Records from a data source
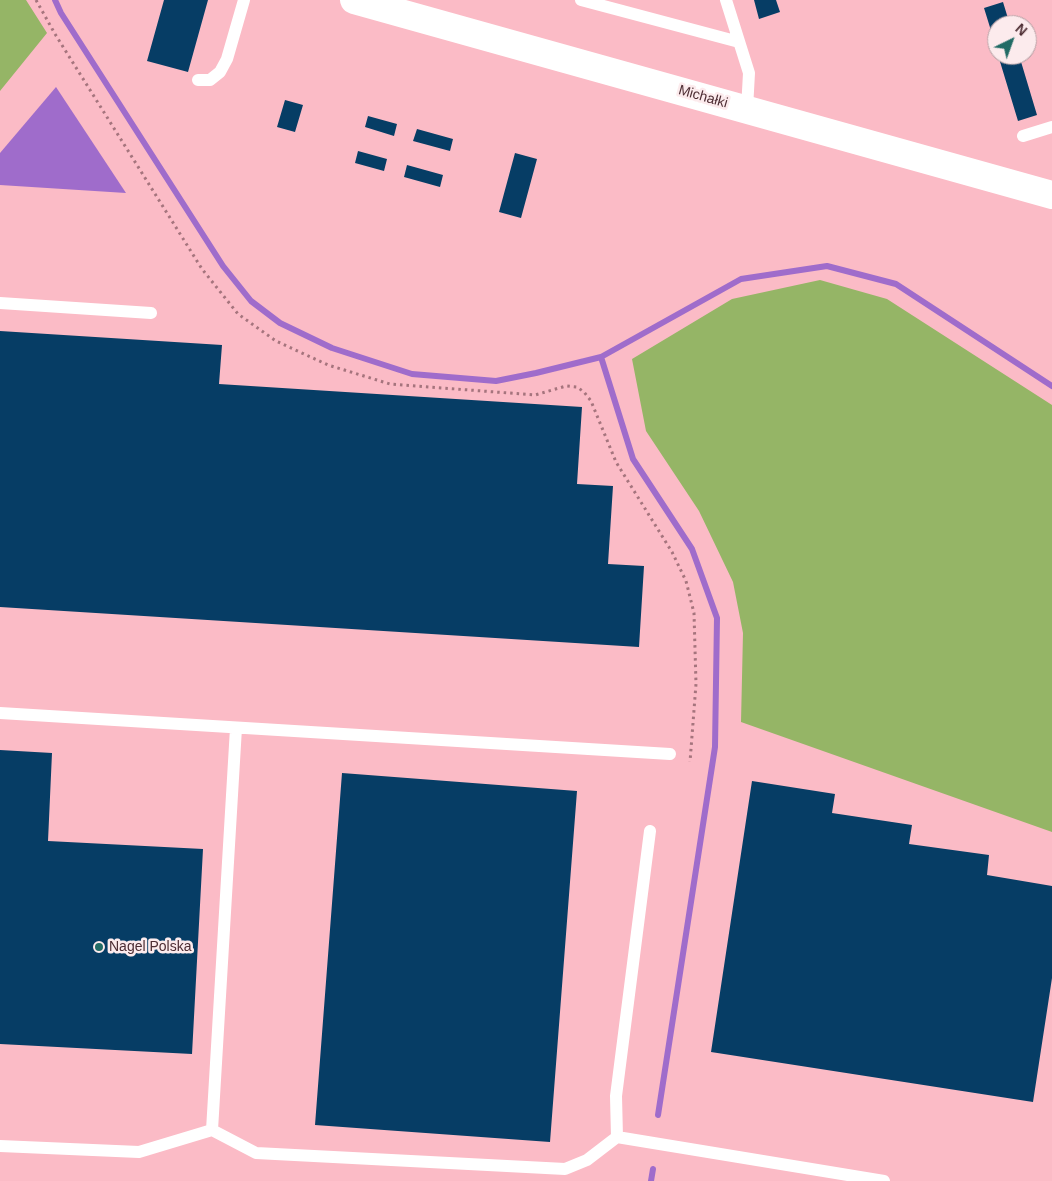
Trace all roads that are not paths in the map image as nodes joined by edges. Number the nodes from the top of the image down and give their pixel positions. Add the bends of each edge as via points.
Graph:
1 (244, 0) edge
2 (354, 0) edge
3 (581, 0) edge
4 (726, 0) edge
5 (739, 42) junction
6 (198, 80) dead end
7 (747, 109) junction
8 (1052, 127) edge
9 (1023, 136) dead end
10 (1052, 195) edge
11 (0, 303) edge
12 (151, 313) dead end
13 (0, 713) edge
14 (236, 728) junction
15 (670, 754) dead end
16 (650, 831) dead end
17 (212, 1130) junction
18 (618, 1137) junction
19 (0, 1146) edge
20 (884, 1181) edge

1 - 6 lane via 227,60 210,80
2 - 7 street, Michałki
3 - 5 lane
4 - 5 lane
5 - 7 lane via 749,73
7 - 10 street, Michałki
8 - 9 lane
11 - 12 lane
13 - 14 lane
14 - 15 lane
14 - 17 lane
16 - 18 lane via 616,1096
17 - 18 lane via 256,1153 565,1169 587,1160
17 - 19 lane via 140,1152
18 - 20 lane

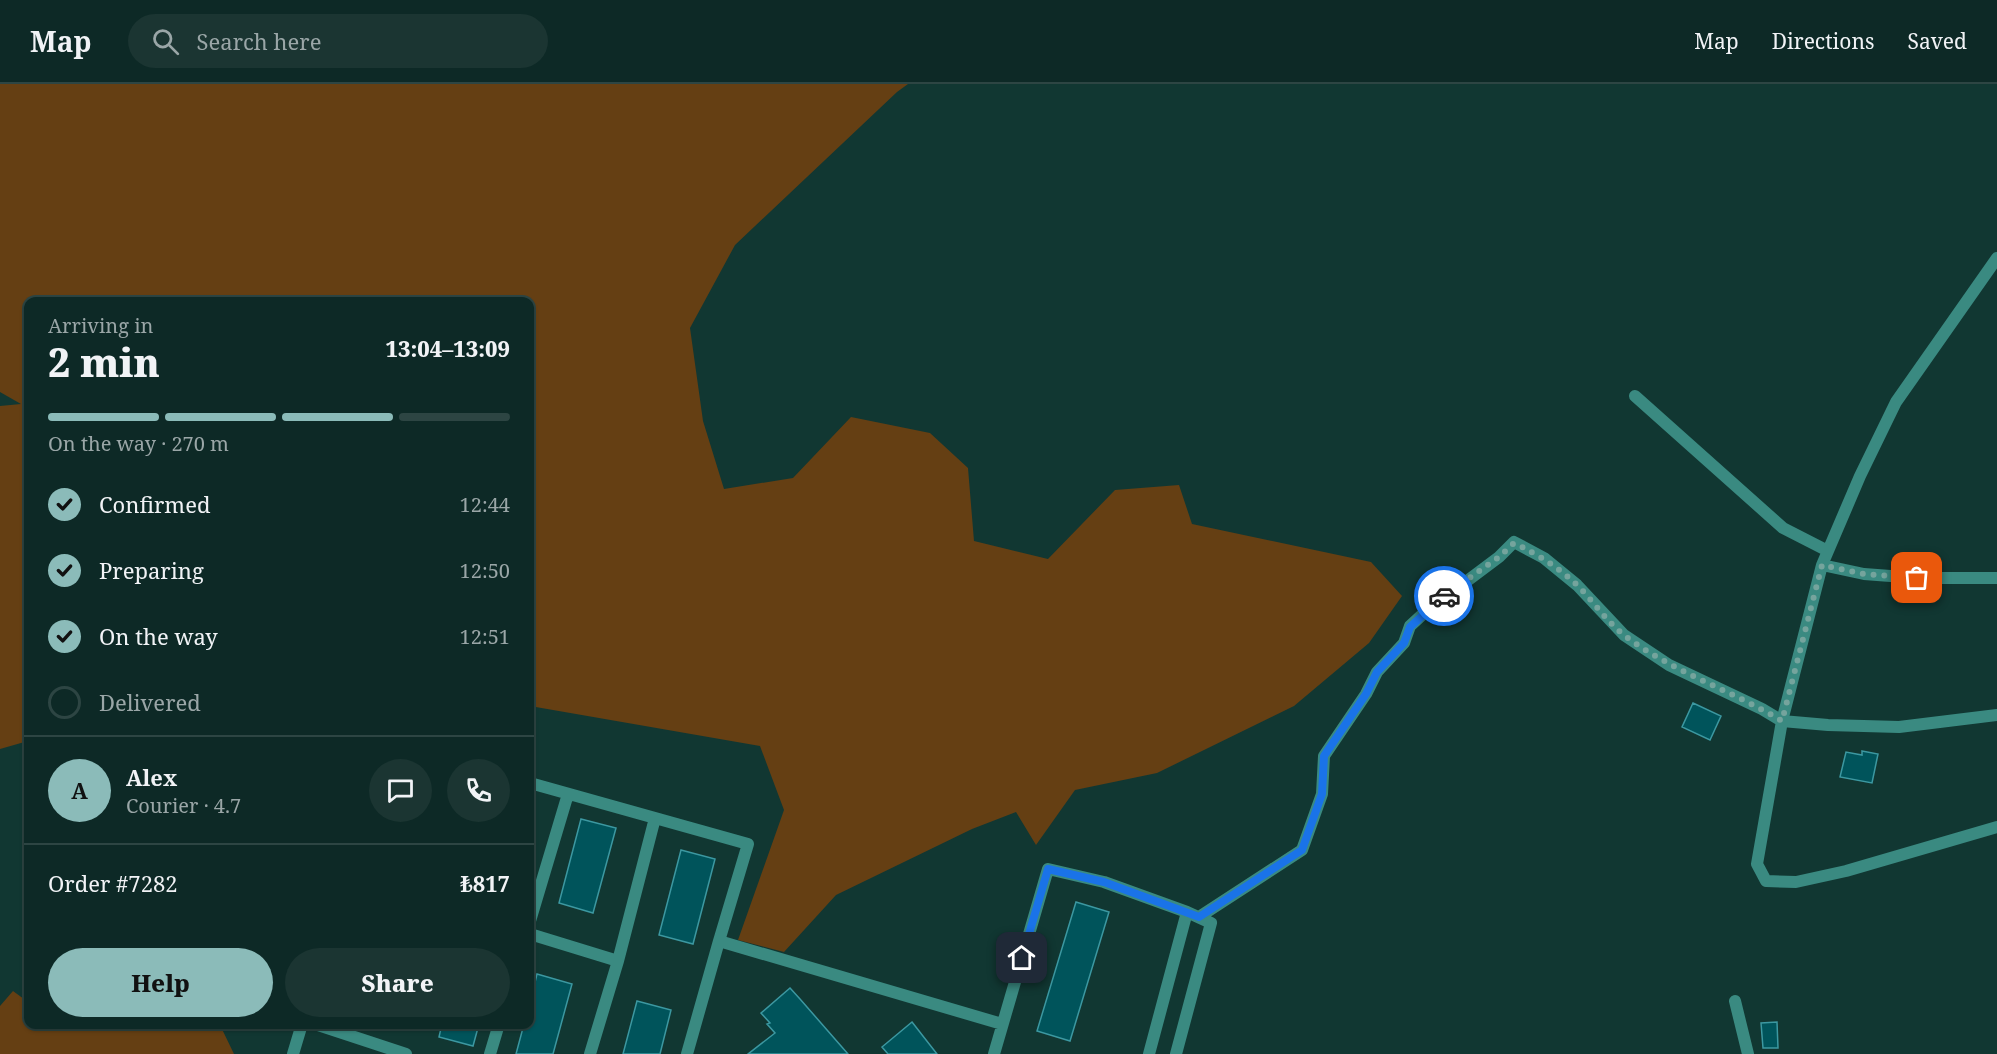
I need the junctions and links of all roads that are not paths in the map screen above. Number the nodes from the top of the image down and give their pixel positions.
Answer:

==

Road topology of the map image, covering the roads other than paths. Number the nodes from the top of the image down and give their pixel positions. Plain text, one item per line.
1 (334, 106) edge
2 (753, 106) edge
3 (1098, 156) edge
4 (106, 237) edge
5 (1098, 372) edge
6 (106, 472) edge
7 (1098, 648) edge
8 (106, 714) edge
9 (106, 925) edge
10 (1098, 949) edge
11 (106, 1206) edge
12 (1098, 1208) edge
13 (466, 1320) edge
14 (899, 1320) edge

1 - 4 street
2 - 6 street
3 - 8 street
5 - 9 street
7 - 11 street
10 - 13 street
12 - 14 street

EXERCISE BRIEF: For the records above, give the number of lines containing the string "that" and no other words.

EXERCISE RESULT: 2